A. I did, but there were circumstances that I choose not to discuss so as to protect her.

Q. Well, she blocked you, right?

A. I’m not sure.

Q. And then leaders of her church, asked you to stop contacting her?

A. Someone did, yeah.

Q. And then you sent messages to her via Facebook accounts with other names?

A. I wanted an opportunity to explain to her…

Q. Well, let’s see. You wrote, after being blocked, I felt hurt seeing you a little distant, as I have let you known my interest towards you and I never had a chance to talk to you.” You wrote that?

A. I did.

Q. And then you had flowers sent to her off-campus address, right?

A. I did. What’s wrong with that?

Q. She didn’t give you her off-campus address did she?

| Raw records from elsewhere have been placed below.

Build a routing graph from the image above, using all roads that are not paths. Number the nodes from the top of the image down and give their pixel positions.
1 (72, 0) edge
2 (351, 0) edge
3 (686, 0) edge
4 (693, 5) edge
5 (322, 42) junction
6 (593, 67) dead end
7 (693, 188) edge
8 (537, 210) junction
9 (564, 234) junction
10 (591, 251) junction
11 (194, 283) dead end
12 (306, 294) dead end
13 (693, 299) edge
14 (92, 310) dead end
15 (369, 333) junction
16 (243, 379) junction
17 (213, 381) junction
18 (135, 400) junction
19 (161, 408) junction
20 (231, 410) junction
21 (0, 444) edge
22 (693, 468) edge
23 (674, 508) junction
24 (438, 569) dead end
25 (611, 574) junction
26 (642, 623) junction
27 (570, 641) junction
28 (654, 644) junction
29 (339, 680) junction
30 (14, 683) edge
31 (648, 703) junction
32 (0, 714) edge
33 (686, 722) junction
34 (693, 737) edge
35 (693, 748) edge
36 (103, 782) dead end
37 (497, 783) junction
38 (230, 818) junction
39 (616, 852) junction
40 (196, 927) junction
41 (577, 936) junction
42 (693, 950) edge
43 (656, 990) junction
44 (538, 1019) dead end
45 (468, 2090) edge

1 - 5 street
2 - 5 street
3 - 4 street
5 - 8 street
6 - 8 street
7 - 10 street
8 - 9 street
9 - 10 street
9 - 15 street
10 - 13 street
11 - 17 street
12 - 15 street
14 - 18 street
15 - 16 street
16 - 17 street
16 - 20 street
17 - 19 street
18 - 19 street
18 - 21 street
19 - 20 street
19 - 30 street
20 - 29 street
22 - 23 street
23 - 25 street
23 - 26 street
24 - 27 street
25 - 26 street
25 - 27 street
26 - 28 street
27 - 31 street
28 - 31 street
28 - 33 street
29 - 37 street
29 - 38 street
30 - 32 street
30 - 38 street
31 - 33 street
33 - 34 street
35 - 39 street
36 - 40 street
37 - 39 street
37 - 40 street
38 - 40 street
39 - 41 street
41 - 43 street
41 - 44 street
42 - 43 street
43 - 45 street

A. No. But, you know, it’s out there.

Q. Well, you got it by following her home, didn’t you?

A. There is no proof of that.

Q. And then one of her relatives called you and asked you to stop, right?

A. Yeah. 

Q. And you responded to that relative, didn’t you?

A. Probably.

Q. With these curse-laden texts. And I want to direct your attention to the screen here, okay.

A. Alright?

Q. Now, just to step back a little, when you first met this student you told her that you were lonely and didn’t have friends in Lawrence, right?

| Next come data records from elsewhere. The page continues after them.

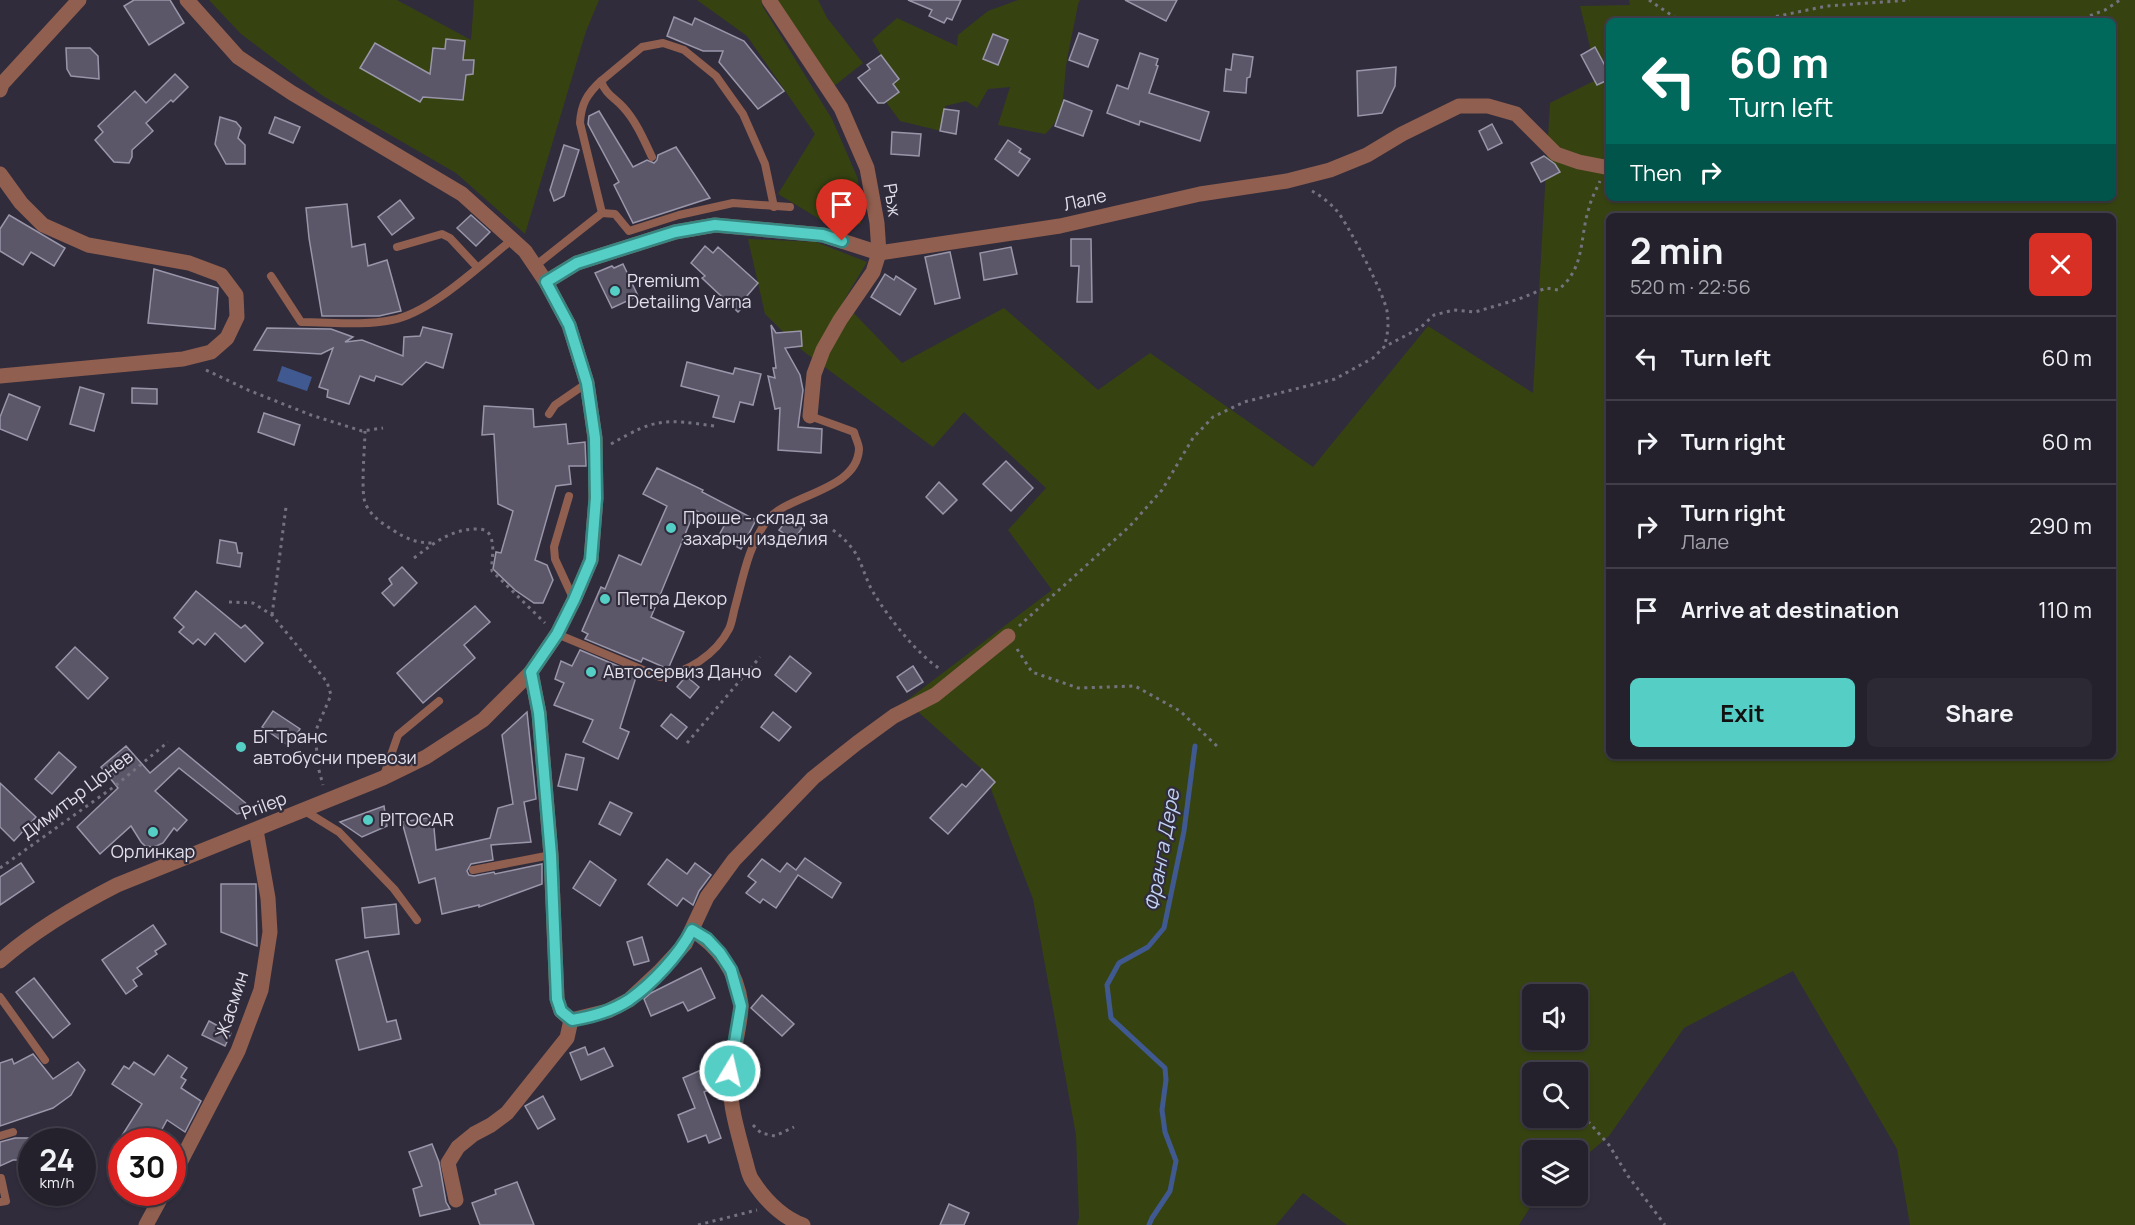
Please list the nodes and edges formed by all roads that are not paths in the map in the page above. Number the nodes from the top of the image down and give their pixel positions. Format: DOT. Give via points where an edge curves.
graph roads {
  1 [pos="79,0"];
  2 [pos="187,0"];
  3 [pos="769,0"];
  4 [pos="601,81"];
  5 [pos="0,90"];
  6 [pos="652,157"];
  7 [pos="1606,168"];
  8 [pos="0,174"];
  9 [pos="774,207"];
  10 [pos="790,207"];
  11 [pos="602,213"];
  12 [pos="513,238"];
  13 [pos="397,247"];
  14 [pos="879,253"];
  15 [pos="535,266"];
  16 [pos="477,267"];
  17 [pos="271,276"];
  18 [pos="546,282"];
  19 [pos="0,376"];
  20 [pos="587,383"];
  21 [pos="549,414"];
  22 [pos="810,416"];
  23 [pos="569,496"];
  24 [pos="574,600"];
  25 [pos="557,634"];
  26 [pos="1008,636"];
  27 [pos="531,672"];
  28 [pos="439,701"];
  29 [pos="383,778"];
  30 [pos="305,811"];
  31 [pos="256,830"];
  32 [pos="551,855"];
  33 [pos="473,870"];
  34 [pos="417,920"];
  35 [pos="692,930"];
  36 [pos="0,961"];
  37 [pos="0,997"];
  38 [pos="572,1020"];
  39 [pos="45,1060"];
  40 [pos="13,1132"];
  41 [pos="0,1136"];
  42 [pos="186,1151"];
  43 [pos="1,1178"];
  44 [pos="456,1200"];
  45 [pos="0,1202"];
  46 [pos="156,1206"];
  47 [pos="146,1225"];
  48 [pos="803,1225"];
  1 -- 5 [label="street"];
  2 -- 12 [label="street, Prilep" via="238,57 462,194"];
  3 -- 14 [label="street, Ръж" via="841,108 867,168"];
  4 -- 6 [label="lane" via="604,91 637,126"];
  4 -- 9 [label="lane" via="642,47 663,43 684,50 716,76 743,114 765,164"];
  4 -- 11 [label="lane" via="589,92 580,123"];
  7 -- 14 [label="street, Лале" via="1556,154 1516,114 1488,106 1459,106 1367,155 1330,170 1060,226"];
  8 -- 19 [label="street" via="43,225 88,245 189,263 221,275 236,295 237,317 227,338 212,352 183,359"];
  9 -- 10 [label="lane"];
  9 -- 11 [label="lane" via="733,203 677,212 629,231 615,214"];
  11 -- 15 [label="lane"];
  12 -- 15 [label="street, Prilep"];
  12 -- 16 [label="lane"];
  13 -- 16 [label="lane" via="442,234"];
  14 -- 18 [label="street, Лале" via="823,235 715,225 675,232 577,263"];
  14 -- 22 [label="street, Ръж" via="873,272 823,350 814,374"];
  15 -- 18 [label="street, Prilep"];
  16 -- 17 [label="lane" via="429,306 393,320 371,322 301,322"];
  18 -- 20 [label="street, Prilep" via="569,325"];
  20 -- 21 [label="lane" via="555,405"];
  20 -- 24 [label="street, Prilep" via="596,453 596,498 591,560"];
  22 -- 25 [label="lane" via="854,432 859,449 851,472 767,520 750,550 729,629 716,647 678,674 660,677"];
  23 -- 24 [label="lane" via="554,547 555,559"];
  24 -- 25 [label="street, Prilep"];
  25 -- 27 [label="street, Prilep"];
  26 -- 35 [label="street" via="935,695 894,716 813,778 734,860 708,897"];
  27 -- 29 [label="street, Prilep" via="483,720 426,757"];
  27 -- 32 [label="street" via="539,713"];
  28 -- 29 [label="lane" via="398,735"];
  29 -- 30 [label="street, Prilep"];
  30 -- 31 [label="street, Prilep"];
  30 -- 34 [label="lane" via="339,832 394,889"];
  31 -- 36 [label="street, Prilep" via="82,902"];
  31 -- 42 [label="street, Жасмин" via="270,932 261,990 238,1051"];
  32 -- 33 [label="lane"];
  32 -- 38 [label="street" via="557,999 561,1011"];
  35 -- 38 [label="street" via="660,972 629,1000 608,1011"];
  35 -- 48 [label="street" via="707,939 731,970 741,1006 730,1071 731,1098 751,1179 774,1206"];
  37 -- 39 [label="lane"];
  38 -- 44 [label="street" via="567,1038 507,1113 458,1147 448,1163"];
  40 -- 41 [label="lane"];
  43 -- 45 [label="lane" via="6,1201"];
  46 -- 47 [label="street"];
}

A. I may have mentioned that.

Q. And then she invited you to a Bible study saying there was “a great group of guys” he might be able to plug in with.

A. Yes.

Q. Now,  that is you on the KSU campus putting up fliers at Jayhawker Towers disparaging various people associated with the people from the student’s church, calling them “pedophiles” and members of a “fake ministry.”

A. I can’t really make out who that is…and it was all unfair. KSU had to show proof that I committed both sexual harassment and sexual violence to prove I violated the conduct code, which KSU did not. And they breached its contract with me as a student by prohibiting him from campus.

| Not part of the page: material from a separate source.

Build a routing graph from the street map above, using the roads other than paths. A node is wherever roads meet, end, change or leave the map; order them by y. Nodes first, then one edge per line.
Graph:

Q. Nothing further, Your Honor.


Your Honor, Cornell acted in bad faith by not affording him the opportunity to explain how the information about his time at Kansas State was inaccurate. Cornell accepted Ray as a student because he is an extraordinary student who had been himself victimized by a biased system at Kansas State and he should be given an opportunity to show that he was railroaded there with no proof….

JUDGE: Counsel, didn’t Ray file a lawsuit against KSU for discrimination arising out of his expulsion?

ATTORNEY: Yes, Your Honor, I believe that is accurate.

JUDGE: And that case was dismissed, correct?

ATTORNEY: I believe that is also correct, but I can check…

JUDGE: That will not be necessary.

ATTORNEY: Thank you, Your Honor. And for the aforementioned reasons, I ask that you nullify Cornell’s decision to rescind their offer to Ray.  Thank you.


May it please the Court. Your Honor, in reviewing a determination rendered by a private educational institution like Cornell, where no hearing is required, the court should not disturb it unless a school acts arbitrarily and not in the exercise of its honest discretion; or if it fails to abide by its own rules; or imposes a penalty so excessive that it shocks one's sense of fairness" 

A student is defined under Cornell’s Code as a person "currently registered" or as a special student, "currently enrolled in or taking classes." Ray was none of those things when he lied about his academic background on the application for admission to Cornell. Neither the Code nor the procedures created by it were applicable to Ray’s misconduct


Because of Ray’s blatant dishonesty, Cornell rescinded his admission. Ray could not present any no legitimate reasons for the omissions on the application form because there were none. Ray's attempts to shift the blame for his deceit to Cornell's admissions officials is incredible. There is nothing arbitrary or capricious in Cornell’s eminently rational determination to rescind the offer.


Ray will not be attending Cornell. Ray, is lucky he is not in jail. The lesson: Never lie on an application for school or for employment. That is a guaranty that you will not get the position you seek. At least by being truthful you have a chance to at least be seen as someone who tells the truth. And truthfulness is a much sought-after trait anywhere.

I wanted all things to seem to make some sense, so we could all be happy, yes, instead of tense. And I made up lies so that they all fit nice, and I made this sad world a par-a-dise.